What is needed:
Please state in a single number how many lines of the entries below include the word "every".

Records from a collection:

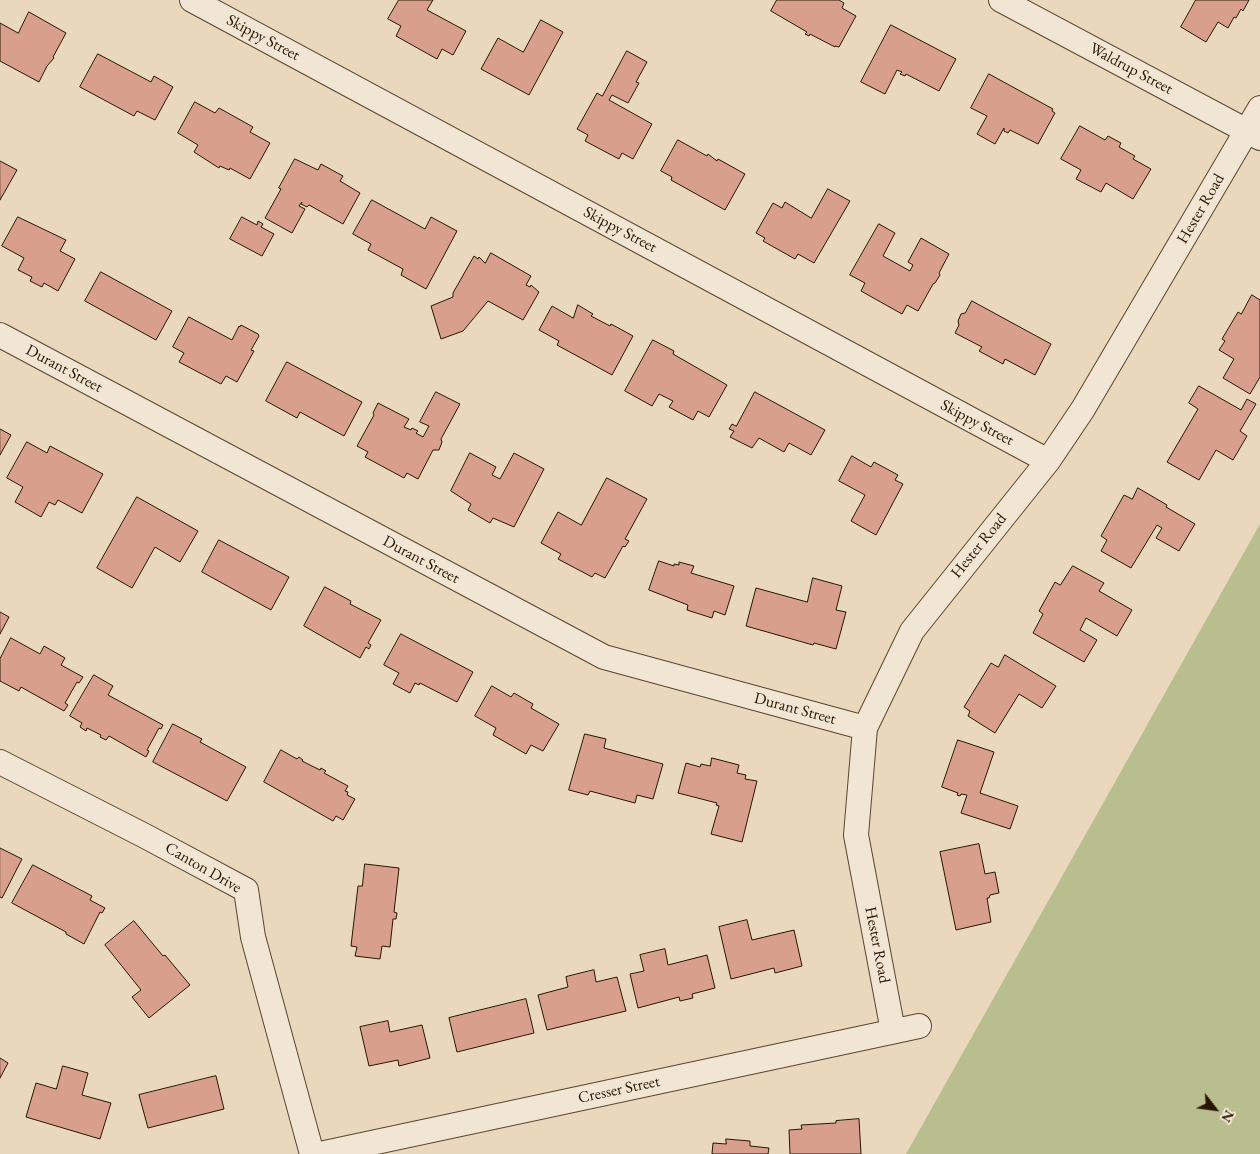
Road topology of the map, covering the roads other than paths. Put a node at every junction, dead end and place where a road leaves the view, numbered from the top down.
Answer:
1 (192, 0) edge
2 (1001, 0) edge
3 (1260, 108) edge
4 (1253, 135) edge
5 (0, 335) edge
6 (1048, 461) junction
7 (864, 728) junction
8 (0, 762) edge
9 (919, 1026) dead end
10 (893, 1031) junction
11 (312, 1154) edge
12 (320, 1154) edge

1 - 6 street, Skippy Street
2 - 4 street, Waldrup Street
3 - 4 street, Hester Road
4 - 6 street, Hester Road
5 - 7 street, Durant Street
6 - 7 street, Hester Road
7 - 10 street, Hester Road
8 - 11 street, Canton Drive
9 - 10 street, Cresser Street
10 - 12 street, Cresser Street

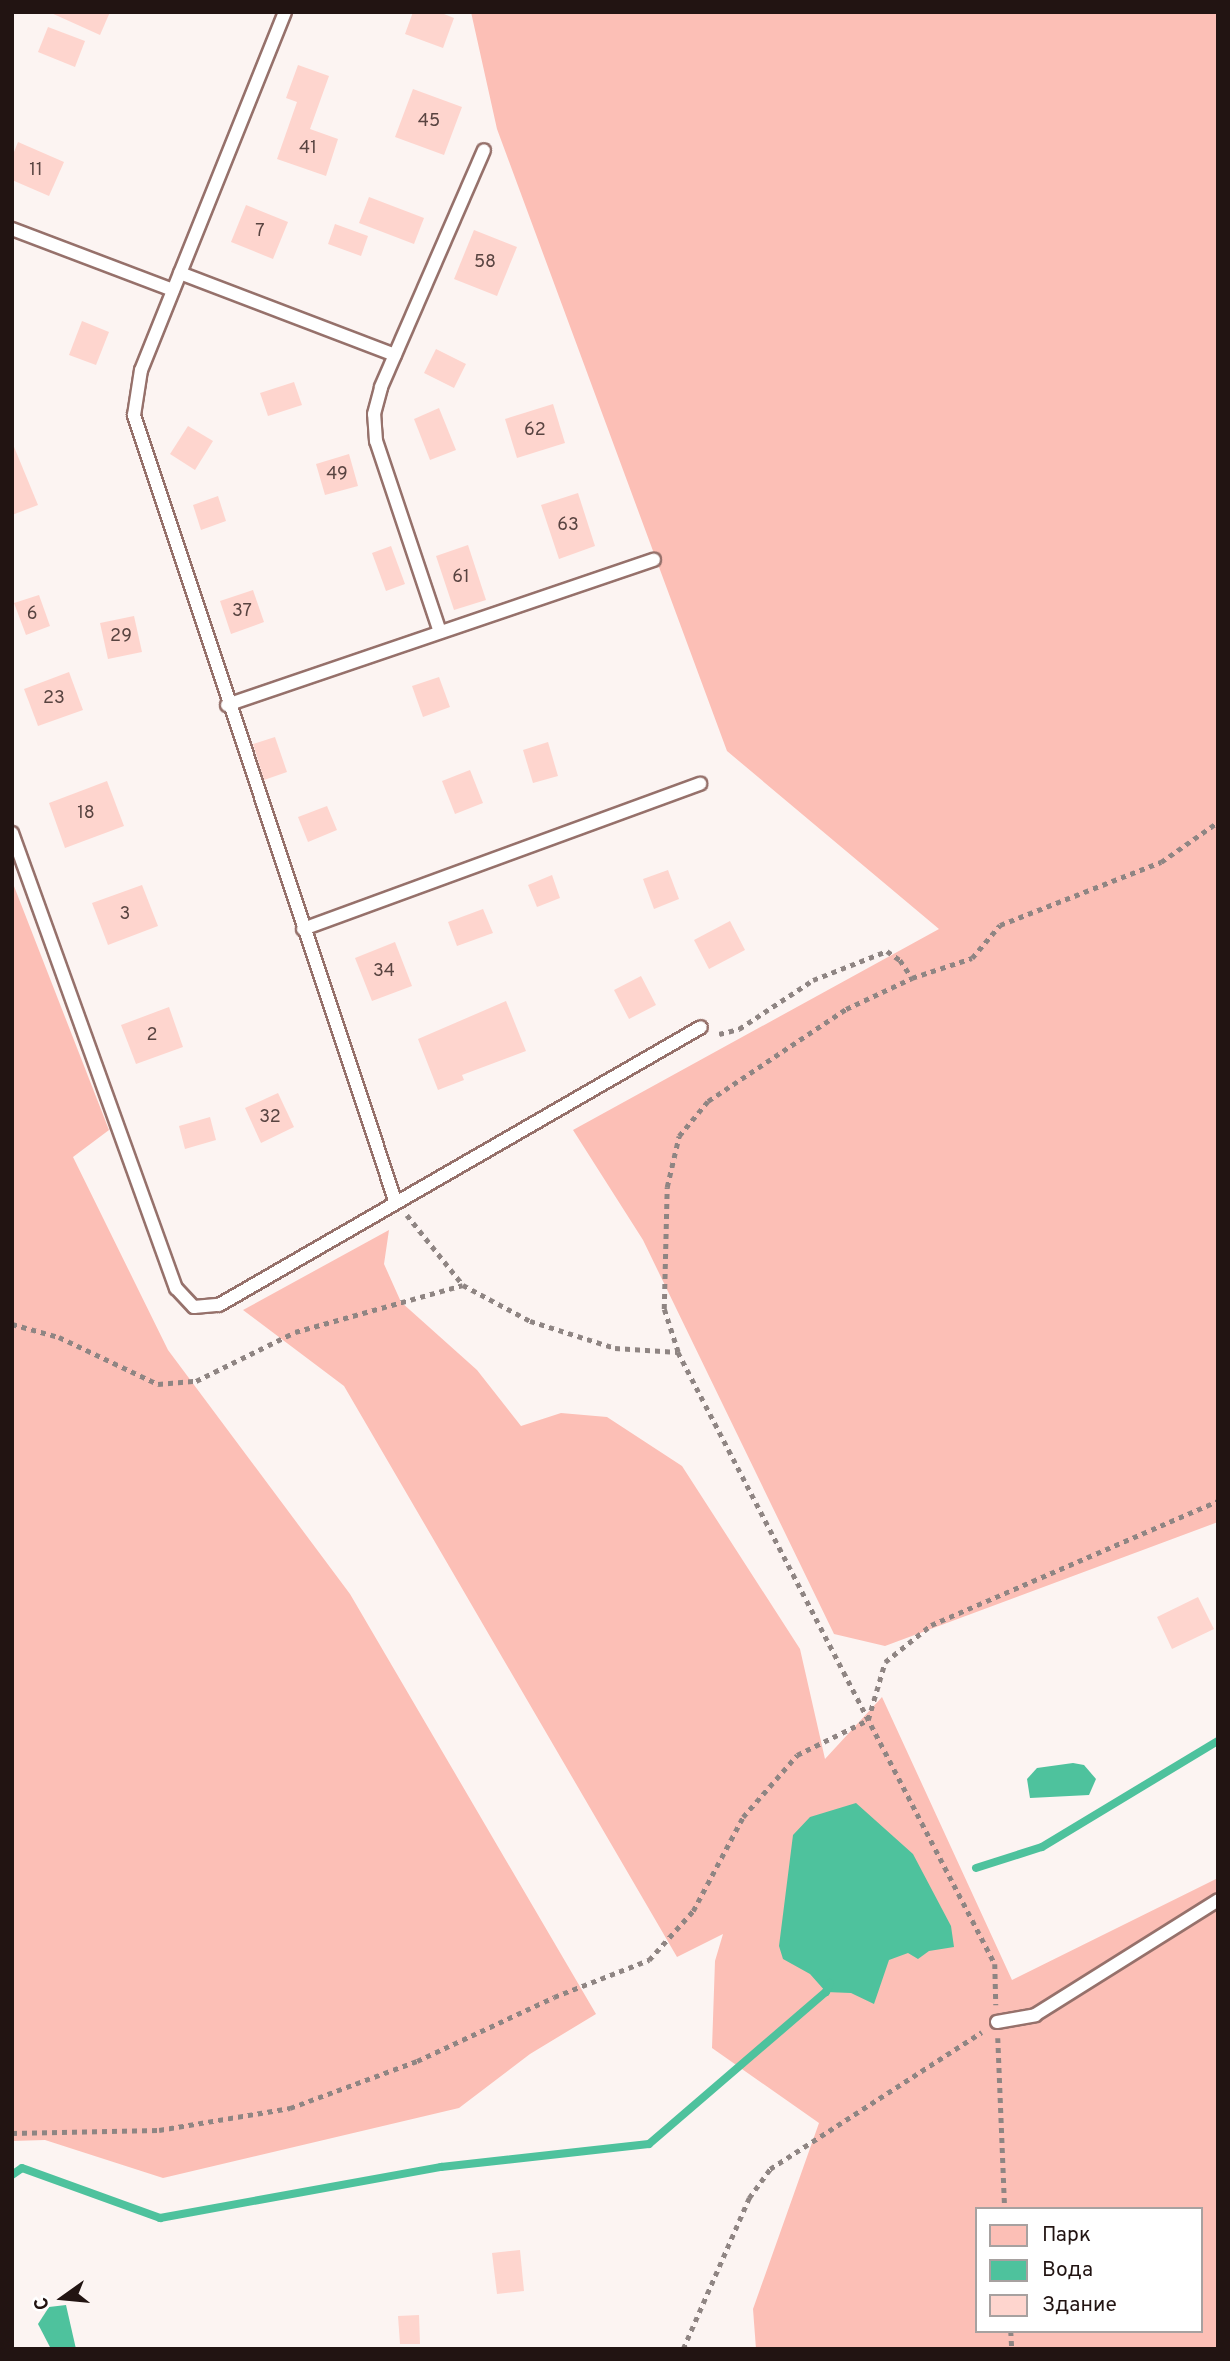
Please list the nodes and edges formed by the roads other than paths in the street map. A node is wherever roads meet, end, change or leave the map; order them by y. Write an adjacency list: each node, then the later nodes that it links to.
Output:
1 (285, 12): 4 (lane)
2 (484, 150): 6 (lane)
3 (12, 229): 5 (lane)
4 (180, 273): 5 (lane); 6 (lane)
5 (173, 290): 9 (lane)
6 (395, 355): 8 (lane)
7 (654, 560): 8 (lane)
8 (440, 632): 9 (lane)
9 (227, 705): 12 (lane)
10 (700, 784): 12 (lane)
11 (12, 833): 14 (lane)
12 (303, 929): 14 (lane)
13 (701, 1027): 14 (lane)
14 (397, 1203)
15 (1218, 1900): 16 (lane)
16 (997, 2022)

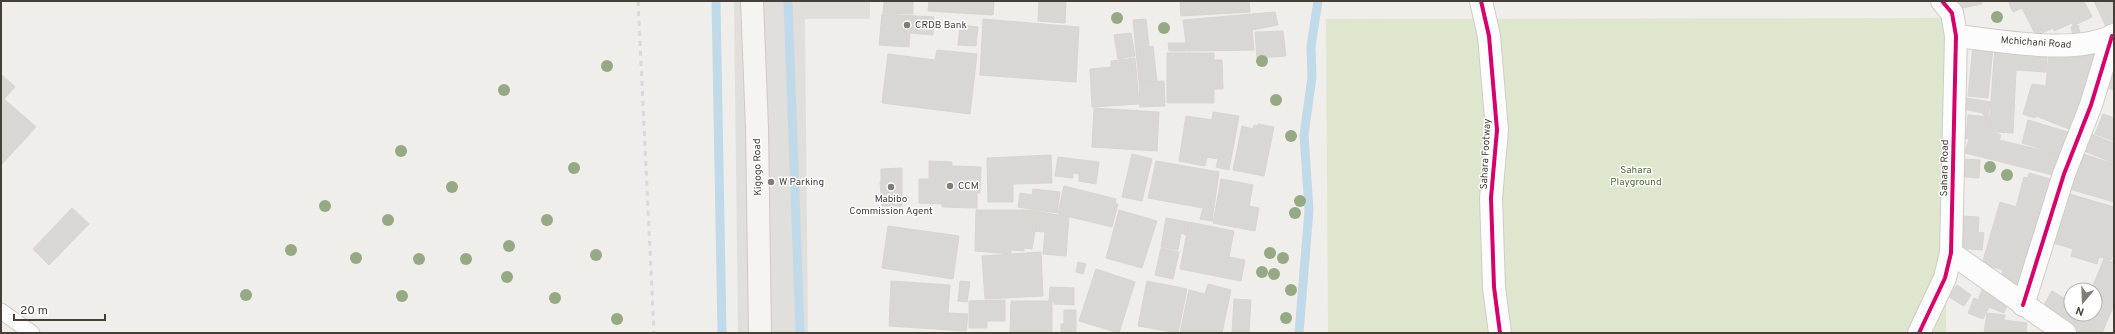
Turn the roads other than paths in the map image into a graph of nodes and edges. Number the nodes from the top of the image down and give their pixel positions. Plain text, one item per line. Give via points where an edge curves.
1 (752, 1) edge
2 (1481, 1) edge
3 (1942, 1) edge
4 (2113, 35) edge
5 (1956, 36) junction
6 (1950, 253) junction
7 (2023, 305) junction
8 (1, 311) edge
9 (32, 333) edge
10 (760, 333) edge
11 (1500, 333) edge
12 (1919, 333) edge
13 (2065, 333) edge

1 - 10 main road, Kigogo Road
2 - 11 street, Sahara Footway via 1489,36 1497,130 1491,198 1494,287
3 - 5 street, Sahara Road via 1952,13
4 - 5 street, Mchichani Road via 2095,43 2074,46
4 - 7 street via 2091,105 2064,174
5 - 6 street, Sahara Road
6 - 7 street
6 - 12 street, Sahara Road via 1945,278
7 - 13 street
8 - 9 lane

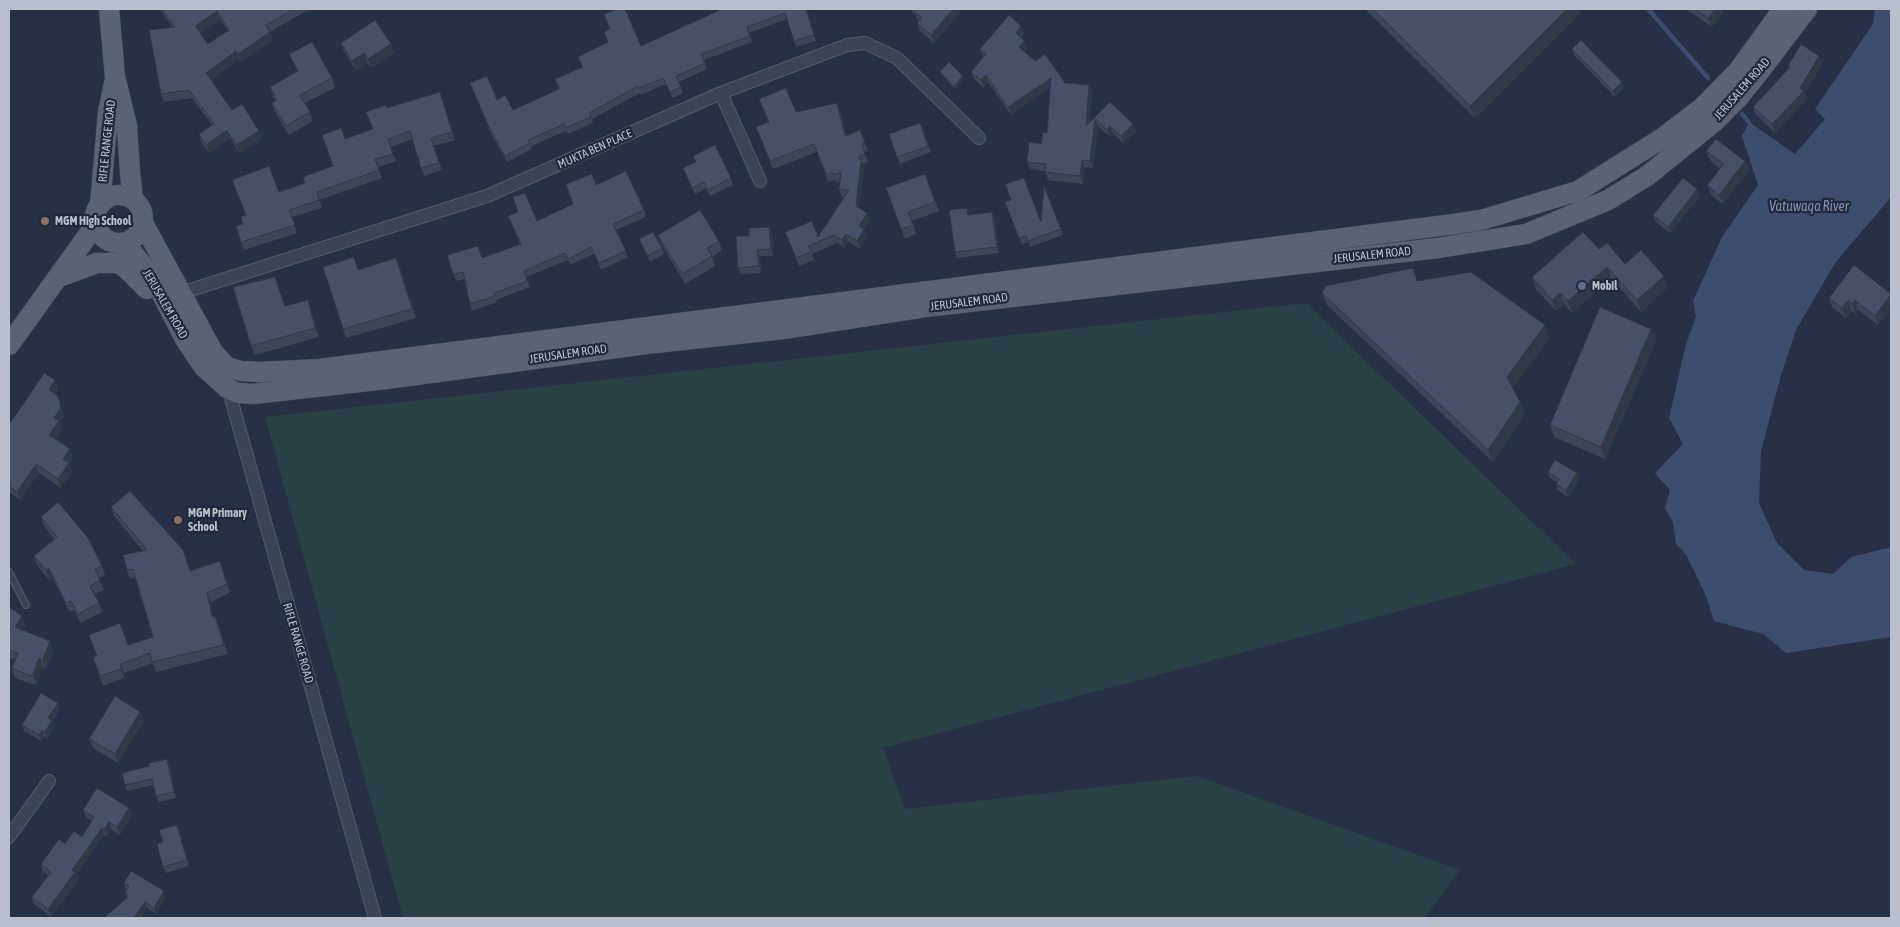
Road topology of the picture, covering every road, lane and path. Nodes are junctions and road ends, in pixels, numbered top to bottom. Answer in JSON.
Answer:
{"nodes":[{"id":1,"x":109,"y":9,"type":"edge"},
{"id":2,"x":1783,"y":9,"type":"edge"},
{"id":3,"x":1807,"y":9,"type":"edge"},
{"id":4,"x":115,"y":77,"type":"junction"},
{"id":5,"x":721,"y":94,"type":"junction"},
{"id":6,"x":979,"y":138,"type":"dead end"},
{"id":7,"x":760,"y":181,"type":"dead end"},
{"id":8,"x":133,"y":200,"type":"junction"},
{"id":9,"x":98,"y":215,"type":"junction"},
{"id":10,"x":143,"y":223,"type":"junction"},
{"id":11,"x":118,"y":242,"type":"junction"},
{"id":12,"x":59,"y":276,"type":"junction"},
{"id":13,"x":180,"y":293,"type":"junction"},
{"id":14,"x":185,"y":339,"type":"junction"},
{"id":15,"x":9,"y":345,"type":"edge"},
{"id":16,"x":227,"y":367,"type":"junction"},
{"id":17,"x":227,"y":388,"type":"junction"},
{"id":18,"x":9,"y":572,"type":"edge"},
{"id":19,"x":26,"y":605,"type":"dead end"},
{"id":20,"x":49,"y":781,"type":"dead end"},
{"id":21,"x":9,"y":837,"type":"edge"},
{"id":22,"x":375,"y":918,"type":"edge"}],
"edges":[{"from":1,"to":4,"type":"main road","name":"RIFLE RANGE ROAD"},
{"from":2,"to":16,"type":"main road","name":"JERUSALEM ROAD"},
{"from":3,"to":17,"type":"main road","name":"JERUSALEM ROAD"},
{"from":4,"to":8,"type":"main road","name":"RIFLE RANGE ROAD"},
{"from":4,"to":9,"type":"main road","name":"RIFLE RANGE ROAD"},
{"from":5,"to":6,"type":"street","name":"MUKTA BEN PLACE"},
{"from":5,"to":7,"type":"street"},
{"from":5,"to":13,"type":"street","name":"MUKTA BEN PLACE"},
{"from":8,"to":9,"type":"main road"},
{"from":8,"to":10,"type":"main road"},
{"from":9,"to":11,"type":"main road"},
{"from":9,"to":12,"type":"main road"},
{"from":10,"to":11,"type":"main road"},
{"from":10,"to":13,"type":"main road","name":"JERUSALEM ROAD"},
{"from":11,"to":12,"type":"main road"},
{"from":11,"to":14,"type":"main road","name":"JERUSALEM ROAD"},
{"from":12,"to":14,"type":"main road"},
{"from":12,"to":15,"type":"main road"},
{"from":13,"to":16,"type":"main road","name":"JERUSALEM ROAD"},
{"from":14,"to":17,"type":"main road","name":"JERUSALEM ROAD"},
{"from":16,"to":17,"type":"street","name":"RIFLE RANGE ROAD"},
{"from":17,"to":22,"type":"street","name":"RIFLE RANGE ROAD"},
{"from":18,"to":19,"type":"lane"},
{"from":20,"to":21,"type":"street"}]}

Solution to the exercise:
2